[Saved data entries]
= = = = =
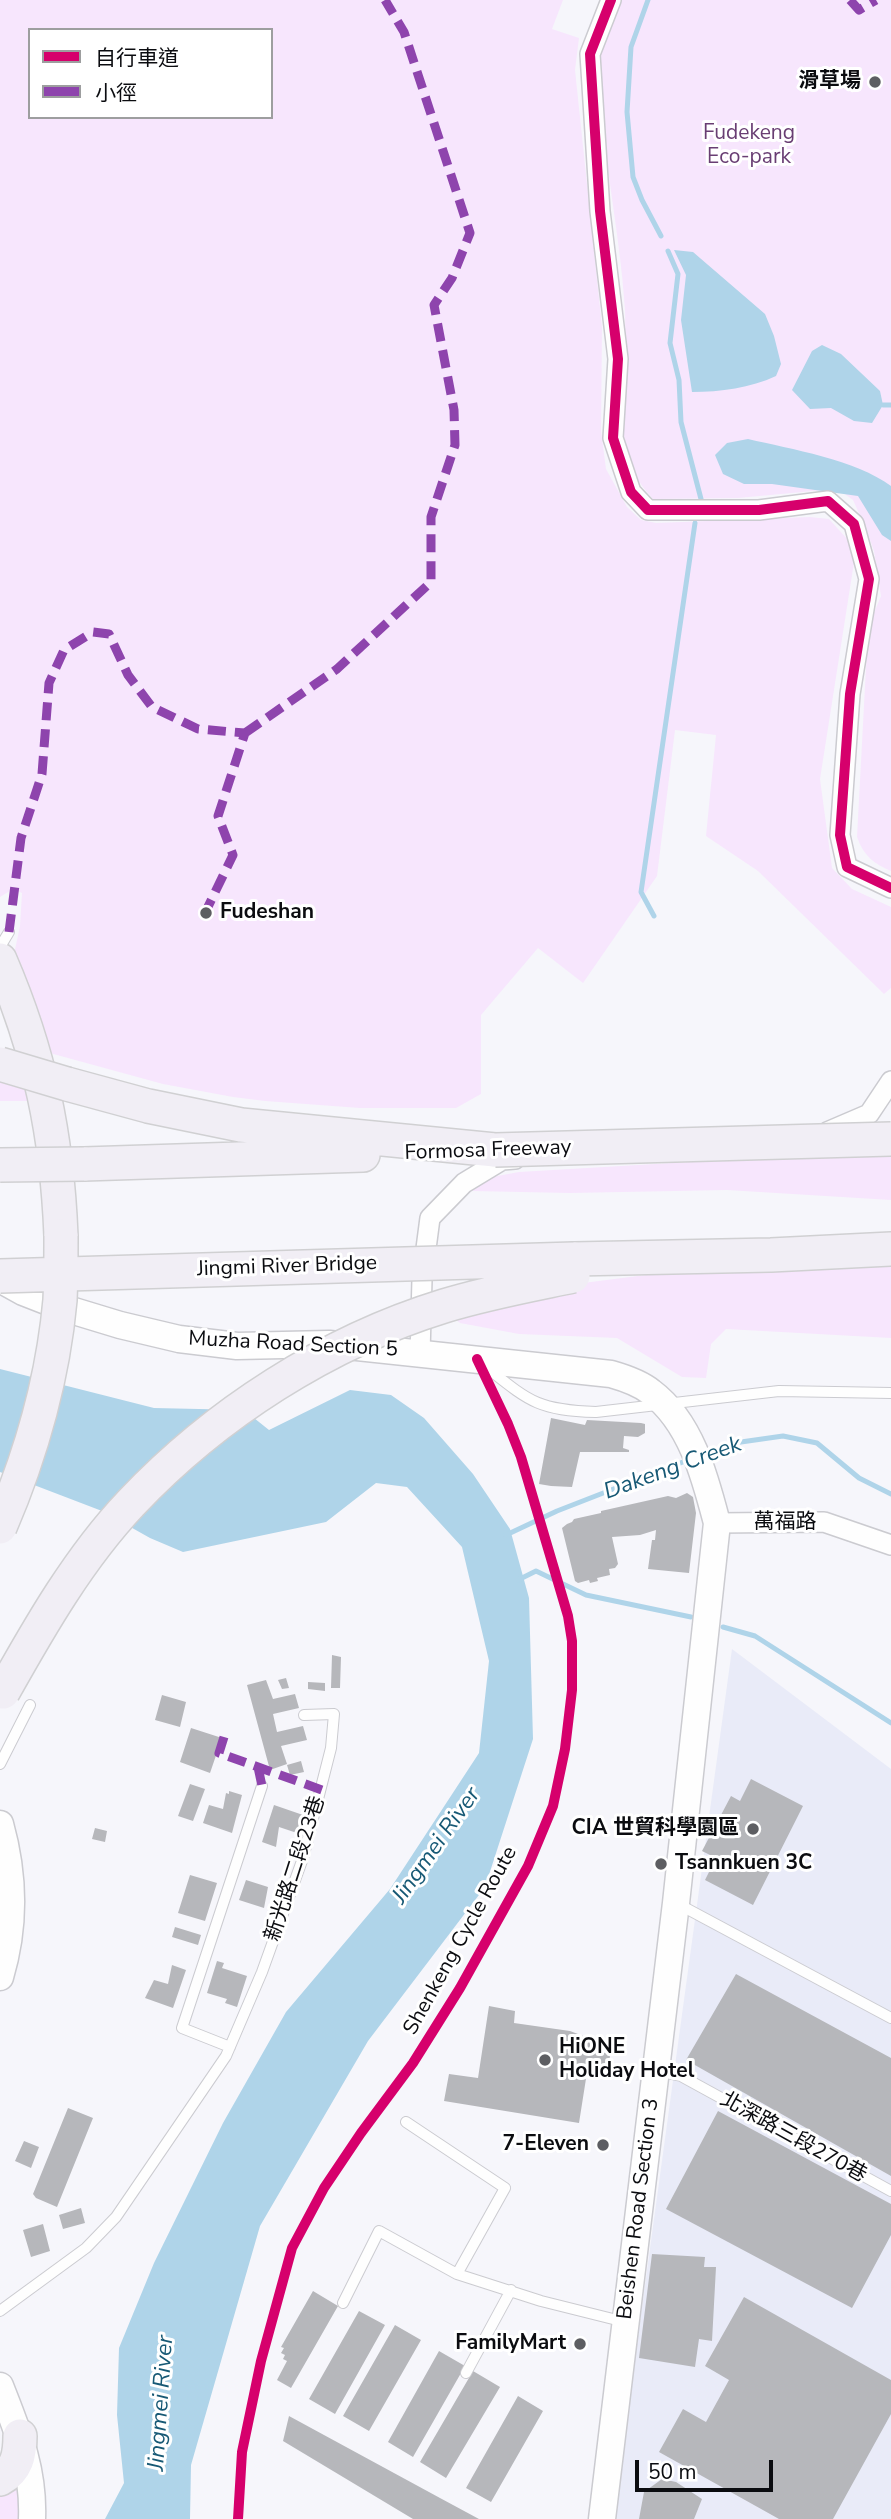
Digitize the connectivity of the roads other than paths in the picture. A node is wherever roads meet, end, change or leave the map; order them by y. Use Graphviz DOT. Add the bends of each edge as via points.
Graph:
graph roads {
  1 [pos="611,0"];
  2 [pos="891,888"];
  3 [pos="4,946"];
  4 [pos="0,947"];
  5 [pos="0,1064"];
  6 [pos="891,1081"];
  7 [pos="891,1139"];
  8 [pos="495,1150"];
  9 [pos="0,1166"];
  10 [pos="891,1249"];
  11 [pos="574,1268"];
  12 [pos="0,1277"];
  13 [pos="420,1353"];
  14 [pos="477,1359"];
  15 [pos="891,1393"];
  16 [pos="664,1403"];
  17 [pos="717,1523"];
  18 [pos="0,1527"];
  19 [pos="891,1545"];
  20 [pos="8,1697"];
  21 [pos="304,1714"];
  22 [pos="0,1764"];
  23 [pos="262,1786"];
  24 [pos="0,1824"];
  25 [pos="676,1903"];
  26 [pos="0,1977"];
  27 [pos="891,2018"];
  28 [pos="230,2047"];
  29 [pos="656,2071"];
  30 [pos="406,2122"];
  31 [pos="891,2191"];
  32 [pos="457,2274"];
  33 [pos="511,2290"];
  34 [pos="343,2303"];
  35 [pos="0,2311"];
  36 [pos="625,2322"];
  37 [pos="466,2373"];
  38 [pos="0,2386"];
  39 [pos="20,2436"];
  40 [pos="0,2480"];
  41 [pos="32,2519"];
  42 [pos="602,2519"];
  1 -- 2 [label="street" via="590,54 600,211 618,359 613,438 631,492 648,510 759,510 828,501 853,524 869,579 850,694 840,835 847,867"];
  3 -- 4 [label="lane"];
  3 -- 18 [label="highway, bridge" via="54,1139 61,1236 60,1300 43,1402"];
  5 -- 8 [label="highway, bridge" via="148,1106 241,1125"];
  6 -- 13 [label="street" via="869,1114 833,1131 765,1145 502,1160 464,1183 430,1218"];
  7 -- 8 [label="highway, Formosa Freeway, bridge"];
  8 -- 9 [label="highway, Formosa Freeway, bridge"];
  10 -- 11 [label="highway"];
  11 -- 12 [label="highway, Jingmi River Bridge, bridge"];
  11 -- 20 [label="highway, bridge" via="404,1320 313,1363 211,1431 170,1465 95,1546 46,1617"];
  12 -- 13 [label="main road, Muzha Road Section 5, bridge" via="64,1308 179,1339 237,1346 329,1344"];
  13 -- 14 [label="main road, Muzha Road Section 5"];
  14 -- 16 [label="main road, Muzha Road Section 5" via="596,1371 632,1381"];
  14 -- 16 [label="lane" via="524,1398 543,1406 596,1412"];
  15 -- 16 [label="lane" via="779,1391"];
  16 -- 17 [label="main road" via="704,1471"];
  17 -- 19 [label="street, 萬福路" via="824,1522"];
  17 -- 25 [label="main road, Beishen Road Section 3"];
  20 -- 22 [label="lane"];
  21 -- 28 [label="lane, 新光路二段23巷" via="334,1714 322,1790 303,1858"];
  23 -- 28 [label="lane" via="182,2028"];
  24 -- 26 [label="main road" via="11,1895"];
  25 -- 27 [label="lane"];
  25 -- 29 [label="main road, Beishen Road Section 3"];
  28 -- 35 [label="lane, 新光路二段23巷" via="116,2217 86,2248"];
  29 -- 31 [label="lane, 北深路三段270巷" via="681,2076"];
  29 -- 36 [label="main road, Beishen Road Section 3"];
  30 -- 32 [label="lane" via="505,2188"];
  32 -- 33 [label="lane"];
  32 -- 34 [label="lane" via="379,2231"];
  33 -- 36 [label="lane"];
  33 -- 37 [label="lane"];
  36 -- 42 [label="main road, Beishen Road Section 3"];
  38 -- 39 [label="main road"];
  39 -- 40 [label="highway" via="15,2466"];
  39 -- 41 [label="main road" via="30,2470"];
}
= = = = =
Lines with "main" in the records above: copy every one of them.

  12 -- 13 [label="main road, Muzha Road Section 5, bridge" via="64,1308 179,1339 237,1346 329,1344"];
  13 -- 14 [label="main road, Muzha Road Section 5"];
  14 -- 16 [label="main road, Muzha Road Section 5" via="596,1371 632,1381"];
  16 -- 17 [label="main road" via="704,1471"];
  17 -- 25 [label="main road, Beishen Road Section 3"];
  24 -- 26 [label="main road" via="11,1895"];
  25 -- 29 [label="main road, Beishen Road Section 3"];
  29 -- 36 [label="main road, Beishen Road Section 3"];
  36 -- 42 [label="main road, Beishen Road Section 3"];
  38 -- 39 [label="main road"];
  39 -- 41 [label="main road" via="30,2470"];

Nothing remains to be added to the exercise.